This Salomé is the grandmother of everyone from Edvard Munch’s luridly painted “Vampire,” who chomps on a hapless gentleman’s neck, to Gloria Swanson’s vamping Norma Desmond tearing up the silver screen in Billy Wilder’s “Sunset Boulevard.” And Moreau’s student, Henri Matisse, was clearly paying attention to all his teacher’s sumptuous Orientalism.

The Hammer show is installed in the museum’s small chapel-like gallery (nice touch).

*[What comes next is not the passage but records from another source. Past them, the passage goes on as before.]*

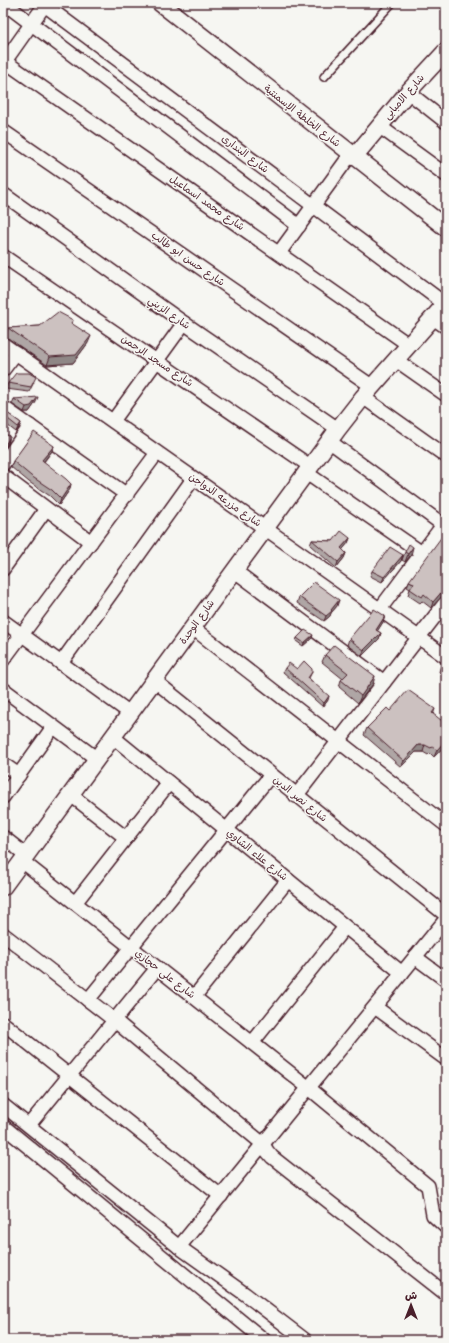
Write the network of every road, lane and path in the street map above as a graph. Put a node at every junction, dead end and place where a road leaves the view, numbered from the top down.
1 (4, 3) edge
2 (160, 3) edge
3 (392, 3) edge
4 (45, 4) edge
5 (31, 24) junction
6 (446, 51) edge
7 (4, 62) edge
8 (324, 76) dead end
9 (408, 92) junction
10 (446, 122) edge
11 (379, 126) junction
12 (3, 131) edge
13 (352, 156) junction
14 (446, 175) edge
15 (3, 194) edge
16 (314, 205) junction
17 (299, 226) junction
18 (446, 228) edge
19 (279, 253) junction
20 (3, 256) edge
21 (446, 304) edge
22 (184, 323) junction
23 (440, 323) edge
24 (3, 344) edge
25 (409, 345) junction
26 (16, 353) junction
27 (396, 360) junction
28 (156, 361) junction
29 (3, 370) edge
30 (368, 392) junction
31 (446, 395) edge
32 (3, 407) edge
33 (113, 421) junction
34 (30, 426) junction
35 (333, 435) junction
36 (157, 453) junction
37 (446, 456) edge
38 (3, 464) edge
39 (308, 469) junction
40 (3, 476) edge
41 (193, 478) junction
42 (126, 495) junction
43 (46, 509) junction
44 (445, 526) edge
45 (266, 528) junction
46 (91, 542) junction
47 (8, 552) edge
48 (422, 553) junction
49 (3, 569) edge
50 (235, 570) junction
51 (446, 602) edge
52 (380, 609) junction
53 (3, 622) edge
54 (193, 628) junction
55 (22, 635) junction
56 (419, 637) junction
57 (446, 657) edge
58 (3, 660) edge
59 (61, 663) junction
60 (154, 681) junction
61 (384, 682) junction
62 (3, 689) edge
63 (130, 713) junction
64 (53, 726) junction
65 (113, 737) junction
66 (338, 742) junction
67 (97, 759) junction
68 (3, 764) edge
69 (19, 775) junction
70 (271, 775) junction
71 (169, 783) junction
72 (71, 795) junction
73 (296, 796) junction
74 (3, 797) edge
75 (446, 825) edge
76 (226, 830) junction
77 (3, 837) edge
78 (126, 838) junction
79 (24, 858) junction
80 (288, 880) junction
81 (3, 887) edge
82 (75, 903) junction
83 (446, 916) edge
84 (446, 919) edge
85 (345, 927) junction
86 (3, 934) edge
87 (131, 947) junction
88 (415, 956) junction
89 (157, 968) junction
90 (402, 973) junction
91 (446, 980) edge
92 (194, 997) junction
93 (88, 1000) junction
94 (375, 1006) junction
95 (114, 1020) junction
96 (3, 1023) edge
97 (252, 1043) junction
98 (446, 1059) edge
99 (69, 1075) junction
100 (309, 1088) junction
101 (3, 1105) edge
102 (29, 1125) junction
103 (3, 1126) edge
104 (263, 1144) junction
105 (221, 1196) junction
106 (446, 1227) edge
107 (179, 1247) junction
108 (446, 1294) edge
109 (264, 1340) edge
110 (305, 1340) edge

1 - 5 street
2 - 13 street, شارع الخلطة الإسمنتية
3 - 8 lane
4 - 5 street
4 - 16 street, شارع البندارى
5 - 7 street
5 - 17 street
6 - 9 street, شارع الامبابى
7 - 19 street, شارع محمد اسماعيل
9 - 10 street
9 - 11 street, شارع الامبابى
11 - 13 street, شارع الامبابى
11 - 14 street, شارع الامبابى
12 - 30 street, شارع حسن ابو طالب
13 - 16 street
13 - 18 street, شارع الخلطة الإسمنتية
15 - 22 street, شارع الزيني
16 - 17 street
16 - 21 street, شارع البندارى
17 - 19 street
19 - 25 street, شارع محمد اسماعيل
20 - 28 street, شارع مسجد الرحمن
21 - 23 street, شارع الوحدة
22 - 28 street
22 - 35 street, شارع الزيني
23 - 25 street, شارع الوحدة
24 - 26 street, شارع مزرعه الدواجن
25 - 27 street, شارع الوحدة
26 - 29 street
26 - 33 street, شارع مزرعه الدواجن
27 - 30 street, شارع الوحدة
27 - 31 street
28 - 33 street
28 - 39 street, شارع مسجد الرحمن
30 - 35 street, شارع الوحدة
30 - 37 street, شارع حسن ابو طالب
32 - 34 street
33 - 36 street, شارع مزرعه الدواجن
34 - 38 street
34 - 42 street
35 - 39 street, شارع الوحدة
35 - 44 street, شارع الزيني
36 - 41 street, شارع مزرعه الدواجن
36 - 42 street
39 - 45 street, شارع الوحدة
39 - 48 street, شارع مسجد الرحمن
40 - 43 street
41 - 45 street, شارع مزرعه الدواجن
41 - 59 street
42 - 46 street
43 - 46 street
43 - 47 street
44 - 48 street
45 - 50 street, شارع الوحدة
45 - 52 street, شارع مزرعه الدواجن
46 - 55 street
47 - 49 street
48 - 52 street
50 - 54 street, شارع الوحدة
50 - 61 street
51 - 56 street
52 - 56 street, شارع مزرعه الدواجن
53 - 55 street
54 - 60 street, شارع الوحدة
54 - 66 street
55 - 58 street
55 - 59 street
56 - 57 street, شارع مزرعه الدواجن
56 - 61 street
59 - 63 street
60 - 63 street, شارع الوحدة
60 - 70 street, شارع نصر الدين
61 - 66 street
62 - 64 street
63 - 65 street, شارع الوحدة
64 - 67 street
64 - 69 street
65 - 67 street, شارع الوحدة
65 - 71 street, شارع علاء الشاوي
66 - 73 street
66 - 75 street
67 - 72 street, شارع الوحدة
68 - 69 street
69 - 74 street
70 - 73 street, شارع نصر الدين
70 - 76 street
71 - 76 street, شارع علاء الشاوي
71 - 78 street
72 - 78 street
72 - 79 street, شارع الوحدة
73 - 83 street, شارع نصر الدين
76 - 80 street, شارع علاء الشاوي
76 - 87 street
77 - 79 street, شارع على حجازي
78 - 82 street
79 - 81 street, شارع الوحدة
79 - 82 street, شارع على حجازي
80 - 85 street, شارع علاء الشاوي
80 - 92 street
82 - 87 street, شارع على حجازي
84 - 88 street
85 - 90 street, شارع علاء الشاوي
85 - 97 street
86 - 93 street
87 - 89 street, شارع على حجازي
87 - 93 street
88 - 90 street
88 - 91 street
89 - 92 street, شارع على حجازي
89 - 95 street
90 - 94 street
92 - 97 street, شارع على حجازي
93 - 95 street
94 - 98 street
94 - 100 street
95 - 99 street
95 - 104 street
96 - 99 street
97 - 100 street, شارع على حجازي
99 - 102 street
99 - 105 street
100 - 104 street
100 - 106 street, شارع على حجازي
101 - 102 street
102 - 107 street
103 - 109 street
104 - 105 street
104 - 108 street
105 - 107 street
107 - 110 street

The walls are painted crimson, giving the room visual heat and the aura of a bloodbath (another nice touch).

Four oil sketches related to “Salomé Dancing Before Herod,” plus a second beautiful painting of the dancer adorned with lacy tattoos, have been borrowed from Paris’ Musée Gustave Moreau. (The museum was his fantastic studio on Rue de la Rochefoucauld and assisted UCLA’s Cynthia Burlingham in the show’s organization.) A couple of sketches are little more than evocative smears of paint — test drives for radiant, Rembrandt-inspired light emerging like flames from darkness.

Moreau’s library numbered 1,600 volumes, essential for an armchair traveler. Seven books and eight photographs that he owned are here. He used them as reference materials, borrowing architectural motifs from Moorish Spain — the Great Mosque in Córdoba and the Alhambra in Granada — tracing decorative patterns from design anthologies onto rice paper and adapting the costumes in photographs of Algerian women.

Especially interesting are 43 of the French museum’s 80 related Salomé drawings, including graphite, charcoal, ink and chalk studies for Herod, the executioner and various decorative motifs. The largest group are studies for the dancer. Together they show the artist following the established academic practice of beginning a painting by drawing a nude, trying out poses, locating the figure in space, dressing it and finally embellishing the drawing’s surface.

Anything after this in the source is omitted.